Scheduling Deep Learning models made easy
The project is still under development. You will notice significant changes in the coming days.
This project is my graduate thesis project. I call it "schedulearn" because it is a system that helps you schedule deep learning models. The main objective of this project is to help you schedule deep learning models with the least amount of effort. Thus, users can focus more on develiring quality models, not on worrying about resource management.
In this post I will be explaining how this system works in the simplest way possible.
In the figure above, you can see that there are three main components in the system: the API, the servers, the user interface. Those API endpoints are responsible for handling users requests from the user interface, such as creating, updating, and deleting models. The database is responsible for storing the models' metadata. The scheduler, which is built in the same place as the API, is the core of the system and is responsible for scheduling the models depending on the resources available in the cluster. Meaning, the system will tell where each model should be trained at and how much resources each model should use.
There are three scheduling algorithms exist within the system:
- First-In-First-Out (FIFO)
- Round-Robin (RR)
- Elastic First-In-First-Out (EFIFO)
When a job is submitted, that particular job will undergo several steps before its results are being sent back to the user.

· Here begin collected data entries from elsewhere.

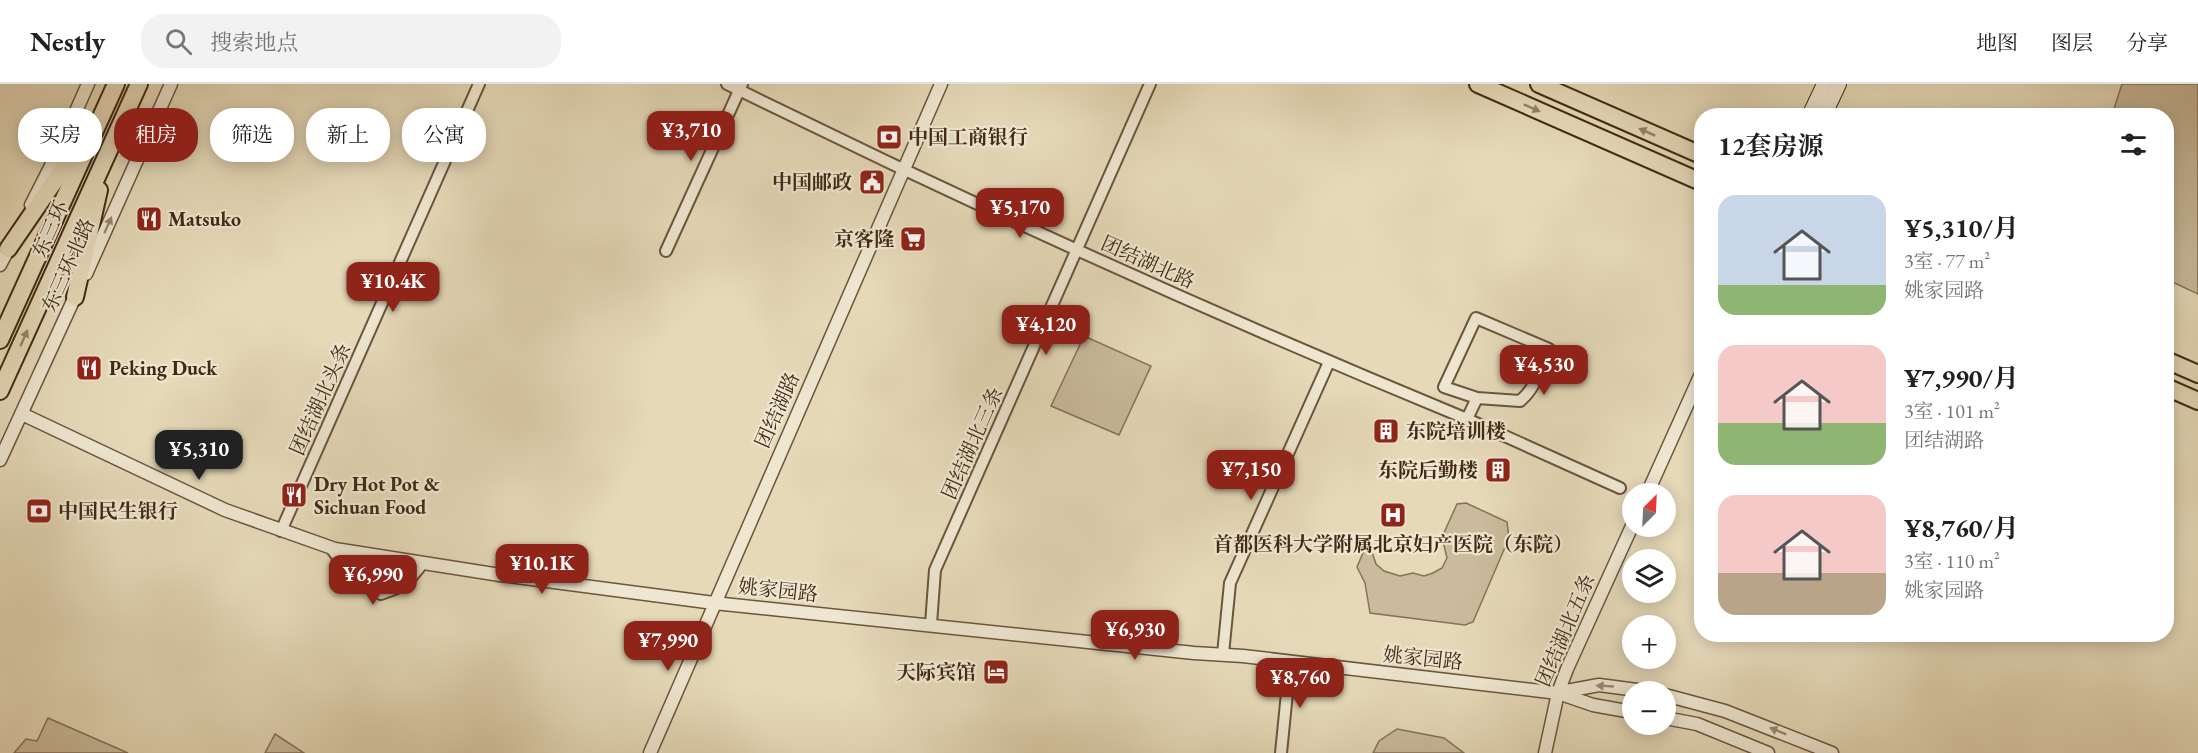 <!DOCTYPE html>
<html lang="zh">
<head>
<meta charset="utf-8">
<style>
	body { margin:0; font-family:"EB Garamond","Noto Serif SC",serif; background:#f2f2f2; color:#202124; height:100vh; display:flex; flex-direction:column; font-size:22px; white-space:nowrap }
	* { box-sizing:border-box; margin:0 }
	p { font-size:20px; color:#757577 }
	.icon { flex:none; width:33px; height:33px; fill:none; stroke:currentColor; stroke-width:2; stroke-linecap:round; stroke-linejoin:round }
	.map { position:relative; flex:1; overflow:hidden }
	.details { position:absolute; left:1694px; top:24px; width:480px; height:534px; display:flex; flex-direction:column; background:#fff; border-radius:24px; box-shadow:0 3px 15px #0003 }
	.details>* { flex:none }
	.top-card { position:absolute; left:18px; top:24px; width:570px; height:54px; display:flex; gap:12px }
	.needle { width:39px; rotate:24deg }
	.fabs { position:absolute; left:1622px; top:399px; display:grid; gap:12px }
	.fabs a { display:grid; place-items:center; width:54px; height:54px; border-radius:50%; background:#fff; box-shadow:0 3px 15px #0003; font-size:30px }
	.price { position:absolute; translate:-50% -51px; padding:0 14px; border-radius:12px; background:#8f2418; color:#fff; font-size:20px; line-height:39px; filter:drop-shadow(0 2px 3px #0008) }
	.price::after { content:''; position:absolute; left:50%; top:36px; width:18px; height:14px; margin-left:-9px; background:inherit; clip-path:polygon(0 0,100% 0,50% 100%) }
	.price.on { background:#222; color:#fff }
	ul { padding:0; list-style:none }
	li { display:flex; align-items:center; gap:18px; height:150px; padding:0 24px }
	li span { display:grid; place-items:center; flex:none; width:168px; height:120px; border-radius:18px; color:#555 }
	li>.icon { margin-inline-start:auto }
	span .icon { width:72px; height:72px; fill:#fffc; stroke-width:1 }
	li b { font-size:26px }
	h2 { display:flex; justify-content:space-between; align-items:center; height:72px; padding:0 24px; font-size:26px }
	.tag { padding:0 21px; border-radius:24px; background:#fff; box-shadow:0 3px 15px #0003; font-size:21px; line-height:54px }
	.tag.on { background:#8f2418; color:#fff }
	header { display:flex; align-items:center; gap:36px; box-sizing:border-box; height:84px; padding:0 30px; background:#fff; border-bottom:2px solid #e0e0e0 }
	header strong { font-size:28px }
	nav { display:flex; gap:33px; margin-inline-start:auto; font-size:21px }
	.search { width:420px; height:54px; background:#f2f2f2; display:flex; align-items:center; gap:15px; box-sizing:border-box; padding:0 21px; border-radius:24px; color:#757577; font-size:22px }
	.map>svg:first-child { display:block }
	.green { fill:#c9bb9c; stroke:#857258; stroke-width:1.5 }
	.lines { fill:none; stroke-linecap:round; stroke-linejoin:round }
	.minor-casing { stroke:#6a563c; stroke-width:14 }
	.tertiary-casing { stroke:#6a563c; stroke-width:15 }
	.secondary-casing { stroke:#412a13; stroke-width:16 }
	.primary-casing { stroke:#412a13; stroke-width:20 }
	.trunk-casing { stroke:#412a13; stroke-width:20 }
	.minor { stroke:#eee6d1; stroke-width:10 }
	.tertiary { stroke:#eee6d1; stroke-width:12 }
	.secondary { stroke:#eee6d1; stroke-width:14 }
	.primary { stroke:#e5d9b8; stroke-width:16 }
	.trunk { stroke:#e5d9b8; stroke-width:16 }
	.oneway { fill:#938266 }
	.oneway2 { fill:#988872 }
	.labels { text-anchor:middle; stroke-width:4.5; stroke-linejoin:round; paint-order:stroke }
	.poi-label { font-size:20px; font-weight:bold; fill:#412a13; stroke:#eee6d1; text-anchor:start }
	.street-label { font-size:20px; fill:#412a13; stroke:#eee6d1 }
</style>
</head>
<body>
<header>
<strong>Nestly</strong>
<div class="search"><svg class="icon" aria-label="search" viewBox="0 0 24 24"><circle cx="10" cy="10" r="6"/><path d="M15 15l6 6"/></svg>搜索地点</div>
<nav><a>地图</a><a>图层</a><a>分享</a></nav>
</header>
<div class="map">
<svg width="2198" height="669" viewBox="0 0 2198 669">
	<rect width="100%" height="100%" fill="#e5d9b8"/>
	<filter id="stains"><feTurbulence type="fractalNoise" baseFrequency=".00333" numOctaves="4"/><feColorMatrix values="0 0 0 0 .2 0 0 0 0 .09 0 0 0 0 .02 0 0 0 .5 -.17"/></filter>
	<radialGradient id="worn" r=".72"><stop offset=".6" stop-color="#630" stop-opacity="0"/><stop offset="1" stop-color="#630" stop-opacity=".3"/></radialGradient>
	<g class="green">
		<path d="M2122,0H2198V210L2166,195V32L2112,31Z"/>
		<path d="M1084,252L1151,282L1119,351L1051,322Z"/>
		<path d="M1466,419L1507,438L1509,454L1473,538L1465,541L1370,529L1365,499L1357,483L1366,462H1370L1376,480L1384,487L1400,492L1413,489L1424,492L1433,489L1442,484L1447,474L1442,453L1457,420Z"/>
		<path d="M48,634L128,669H14L26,655L37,657Z"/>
		<path d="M1397,645L1444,654L1464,669H1373L1379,657Z"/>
		<path d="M275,650L304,669H265Z"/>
	</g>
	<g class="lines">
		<defs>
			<g id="minor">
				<path d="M727,0C970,120 1217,232 1467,335L1477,314L1520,317C1536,304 1541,283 1549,265L1476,234L1444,303L1477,314"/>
				<path d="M666,167L742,0"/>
				<path d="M1467,335L1620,404"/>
				<path d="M281,447L479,0"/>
				<path d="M331,464C347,487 357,497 381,510L405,501L423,479"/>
				<path d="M931,540L935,486L1150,0"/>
				<path d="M1223,570L1230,499L1329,278"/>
				<path d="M1281,669L1290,579"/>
			</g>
			<g id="tertiary">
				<path d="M31,121L57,70L88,0"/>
				<path d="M0,181L12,158"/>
				<path d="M86,190L171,0"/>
				<path d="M22,330L225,426L335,465L500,491L714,519L1194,569L1243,572L1558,609L1593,621L1632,628"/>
				<path d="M0,376L78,206"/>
				<path d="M1647,410L1701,290"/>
				<path d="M1561,608L1599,601L1652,608"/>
				<path d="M1665,611L1725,627L1832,669"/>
				<path d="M1665,634L1697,640L1768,669"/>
				<path d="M650,669L941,0"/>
				<path d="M1545,669L1558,609L1567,585L1632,442"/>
			</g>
			<g id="secondary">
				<path d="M1809,32L1824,0"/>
				<path d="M1824,32L1839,0"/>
			</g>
			<g id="primary">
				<path d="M1478,0L1701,98"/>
				<path d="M1539,0L1701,71"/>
				<path d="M2166,276L2198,290"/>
				<path d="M2166,303L2198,317"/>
			</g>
			<g id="trunk">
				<path d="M8,165L80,60"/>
				<path d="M75,213L99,106"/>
				<path d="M0,256L116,0"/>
				<path d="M0,307L139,0"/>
			</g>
		</defs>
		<use href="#minor" class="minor-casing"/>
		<use href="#tertiary" class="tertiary-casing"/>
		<use href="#secondary" class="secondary-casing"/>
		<use href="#primary" class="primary-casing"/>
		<use href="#trunk" class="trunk-casing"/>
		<use href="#minor" class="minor"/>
		<use href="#tertiary" class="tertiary"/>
		<use href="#secondary" class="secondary"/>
		<use href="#primary" class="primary"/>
		<use href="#trunk" class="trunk"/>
	</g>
	<defs><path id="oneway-solid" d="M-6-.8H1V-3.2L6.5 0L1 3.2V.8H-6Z" transform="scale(1.5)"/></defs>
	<g class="oneway">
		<use href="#oneway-solid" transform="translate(1532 24) rotate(24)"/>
		<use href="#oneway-solid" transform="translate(1647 48) rotate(-156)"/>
		<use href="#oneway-solid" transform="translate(24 254) rotate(-66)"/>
	</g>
	<g class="oneway2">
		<use href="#oneway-solid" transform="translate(108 141) rotate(-66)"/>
		<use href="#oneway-solid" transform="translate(1605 602) rotate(-177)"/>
		<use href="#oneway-solid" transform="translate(1778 647) rotate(-158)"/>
	</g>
	<defs>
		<symbol id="bank-square" viewBox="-11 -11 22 22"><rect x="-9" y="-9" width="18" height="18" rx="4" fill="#8f2418" stroke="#eee6d1"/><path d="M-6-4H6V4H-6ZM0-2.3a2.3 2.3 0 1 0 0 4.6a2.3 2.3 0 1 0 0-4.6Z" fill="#fff"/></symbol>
		<symbol id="civic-square" viewBox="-11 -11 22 22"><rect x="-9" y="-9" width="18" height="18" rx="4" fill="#8f2418" stroke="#eee6d1"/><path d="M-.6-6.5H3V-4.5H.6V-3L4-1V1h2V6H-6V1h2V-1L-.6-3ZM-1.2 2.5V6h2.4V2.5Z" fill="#fff"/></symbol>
		<symbol id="restaurant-square" viewBox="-11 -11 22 22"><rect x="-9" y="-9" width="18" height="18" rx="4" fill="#8f2418" stroke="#eee6d1"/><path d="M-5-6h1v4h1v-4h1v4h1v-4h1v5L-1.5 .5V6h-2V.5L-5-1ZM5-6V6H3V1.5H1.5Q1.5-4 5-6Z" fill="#fff"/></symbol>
		<symbol id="supermarket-square" viewBox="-11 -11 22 22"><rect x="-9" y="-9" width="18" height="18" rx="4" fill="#8f2418" stroke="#eee6d1"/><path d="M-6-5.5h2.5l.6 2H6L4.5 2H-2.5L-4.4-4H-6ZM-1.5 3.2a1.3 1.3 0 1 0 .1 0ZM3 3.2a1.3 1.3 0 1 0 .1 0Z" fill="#fff"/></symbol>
		<symbol id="building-square" viewBox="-11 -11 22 22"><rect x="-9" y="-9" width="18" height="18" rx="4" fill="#8f2418" stroke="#eee6d1"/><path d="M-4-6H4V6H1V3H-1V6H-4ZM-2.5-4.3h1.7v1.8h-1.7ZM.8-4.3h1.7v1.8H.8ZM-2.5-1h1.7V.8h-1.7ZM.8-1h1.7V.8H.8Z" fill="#fff"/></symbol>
		<symbol id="hospital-square" viewBox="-11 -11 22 22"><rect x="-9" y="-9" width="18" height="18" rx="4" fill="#8f2418" stroke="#eee6d1"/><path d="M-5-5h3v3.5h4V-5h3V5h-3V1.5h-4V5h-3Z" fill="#fff"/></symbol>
		<symbol id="hotel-square" viewBox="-11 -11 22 22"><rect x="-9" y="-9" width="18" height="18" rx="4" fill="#8f2418" stroke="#eee6d1"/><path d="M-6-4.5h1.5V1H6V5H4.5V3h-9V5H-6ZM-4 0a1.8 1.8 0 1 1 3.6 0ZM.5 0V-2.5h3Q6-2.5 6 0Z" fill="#fff"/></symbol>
	</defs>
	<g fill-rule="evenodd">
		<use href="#bank-square" x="874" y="38" width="30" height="30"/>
		<use href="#civic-square" x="857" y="83" width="30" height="30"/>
		<use href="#restaurant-square" x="134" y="120" width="30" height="30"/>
		<use href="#supermarket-square" x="898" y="140" width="30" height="30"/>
		<use href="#restaurant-square" x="74" y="269" width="30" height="30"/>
		<use href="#building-square" x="1371" y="332" width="30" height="30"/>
		<use href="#building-square" x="1483" y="371" width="30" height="30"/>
		<use href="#restaurant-square" x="279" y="396" width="30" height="30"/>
		<use href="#bank-square" x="24" y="412" width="30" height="30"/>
		<use href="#hospital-square" x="1378" y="416" width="30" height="30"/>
		<use href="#hotel-square" x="981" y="573" width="30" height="30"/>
	</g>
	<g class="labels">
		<g class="poi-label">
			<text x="908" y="60">中国工商银行</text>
			<text x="852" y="105" text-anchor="end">中国邮政</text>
			<text x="168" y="142">Matsuko</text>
			<text x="894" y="162" text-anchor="end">京客隆</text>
			<text x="109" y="291">Peking Duck</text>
			<text x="1406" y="354">东院培训楼</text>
			<text x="1478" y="393" text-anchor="end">东院后勤楼</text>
			<text x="314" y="407">Dry Hot Pot &amp;<tspan x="314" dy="23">Sichuan Food</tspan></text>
			<text x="58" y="434">中国民生银行</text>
			<text x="1393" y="467" text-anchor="middle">首都医科大学附属北京妇产医院（东院）</text>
			<text x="976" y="595" text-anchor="end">天际宾馆</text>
		</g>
		<g class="street-label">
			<text transform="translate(50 145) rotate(-66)" y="7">东三环</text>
			<text transform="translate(1148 178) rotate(24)" y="7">团结湖北路</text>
			<text transform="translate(68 181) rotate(-66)" y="7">东三环北路</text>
			<text transform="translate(320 315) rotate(-66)" y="7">团结湖北头条</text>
			<text transform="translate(777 326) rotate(-66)" y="7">团结湖路</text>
			<text transform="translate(972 359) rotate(-66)" y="7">团结湖北三条</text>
			<text transform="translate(778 506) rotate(6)" y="7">姚家园路</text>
			<text transform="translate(1565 546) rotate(-67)" y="7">团结湖北五条</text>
			<text transform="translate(1423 574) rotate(6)" y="7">姚家园路</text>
		</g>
	</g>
	<rect width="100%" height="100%" filter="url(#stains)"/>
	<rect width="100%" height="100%" fill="url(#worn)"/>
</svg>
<div class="fabs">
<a><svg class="needle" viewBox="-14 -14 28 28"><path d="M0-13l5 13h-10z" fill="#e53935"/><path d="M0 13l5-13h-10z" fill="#757577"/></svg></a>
<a><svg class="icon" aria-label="layers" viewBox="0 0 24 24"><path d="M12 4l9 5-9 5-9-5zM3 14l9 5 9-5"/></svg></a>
<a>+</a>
<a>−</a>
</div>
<b class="price" style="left:691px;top:78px">¥3,710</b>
<b class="price" style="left:1020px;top:155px">¥5,170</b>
<b class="price" style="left:393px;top:229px">¥10.4K</b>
<b class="price" style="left:1046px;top:272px">¥4,120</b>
<b class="price" style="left:1544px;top:312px">¥4,530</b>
<b class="price on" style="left:199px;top:397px">¥5,310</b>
<b class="price" style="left:1251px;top:417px">¥7,150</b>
<b class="price" style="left:542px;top:511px">¥10.1K</b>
<b class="price" style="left:373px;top:522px">¥6,990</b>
<b class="price" style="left:1135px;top:577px">¥6,930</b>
<b class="price" style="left:668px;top:588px">¥7,990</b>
<b class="price" style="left:1300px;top:625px">¥8,760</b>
<div class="top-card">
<a class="tag">买房</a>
<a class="tag on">租房</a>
<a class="tag">筛选</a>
<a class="tag">新上</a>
<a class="tag">公寓</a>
</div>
<section class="details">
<h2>12套房源<svg class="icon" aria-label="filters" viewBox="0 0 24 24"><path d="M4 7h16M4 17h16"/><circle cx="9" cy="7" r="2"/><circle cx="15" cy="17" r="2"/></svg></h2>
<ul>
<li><span style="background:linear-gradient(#c9d6e8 75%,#8fb573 0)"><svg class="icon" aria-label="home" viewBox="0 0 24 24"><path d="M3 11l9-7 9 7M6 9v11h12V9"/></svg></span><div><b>¥5,310/月</b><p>3室 · 77 m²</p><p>姚家园路</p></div></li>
<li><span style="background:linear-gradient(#f6c9c9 65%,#8fb573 0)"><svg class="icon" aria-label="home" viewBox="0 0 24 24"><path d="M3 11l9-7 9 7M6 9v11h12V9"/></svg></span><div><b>¥7,990/月</b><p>3室 · 101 m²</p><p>团结湖路</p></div></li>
<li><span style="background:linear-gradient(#f6c9c9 65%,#b9a48a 0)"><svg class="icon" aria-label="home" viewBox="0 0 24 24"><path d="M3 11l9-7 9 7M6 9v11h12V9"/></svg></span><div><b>¥8,760/月</b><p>3室 · 110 m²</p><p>姚家园路</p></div></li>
</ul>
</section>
</div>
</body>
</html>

- The job is sent to the API
- The API will save the job's metadata in the database, schedule the job, and send the job to its corresponding server.
- The server will then pull the job from the API and start training the model.
- The server sends the result back to the API and save the result in the database
- The API sends back the result to the user
The system consists of three servers. The following of the specifications of the entire system:
- 3 x 4 Nvidia GTX 1080 Ti graphical processing units, each equipped with 11GB Video Random Access Memory (VRAM)
- Intel Xeon E5-2678 v3 with 48 cores running at 2.50GHz
- 128 GB Random Access Memory (RAM)
- 10G PCIe NIC network card
Due security measures imposed by the lab that I worked for, I am unable to train models with multiple GPUs from different servers. However, assigning more GPUs does not translate to 1 to 1 performance increase. Meaning that training a model with 4 GPUs does not mean that the model will be trained 4 times faster, assuming that 1 GPU is 1x speed.
To overcome this issue, each job will only be assigned to GPUs from the same server. Not only that is the only work around, but it is one of the ways to reduce communication costs. Having multiple GPUs requires the data will have to travel more, which already imposes a significant overhead. The further the data travels, the more overhead it will impose. Therefore, it's better to asssign multiple GPUs from the same server to a certrain job.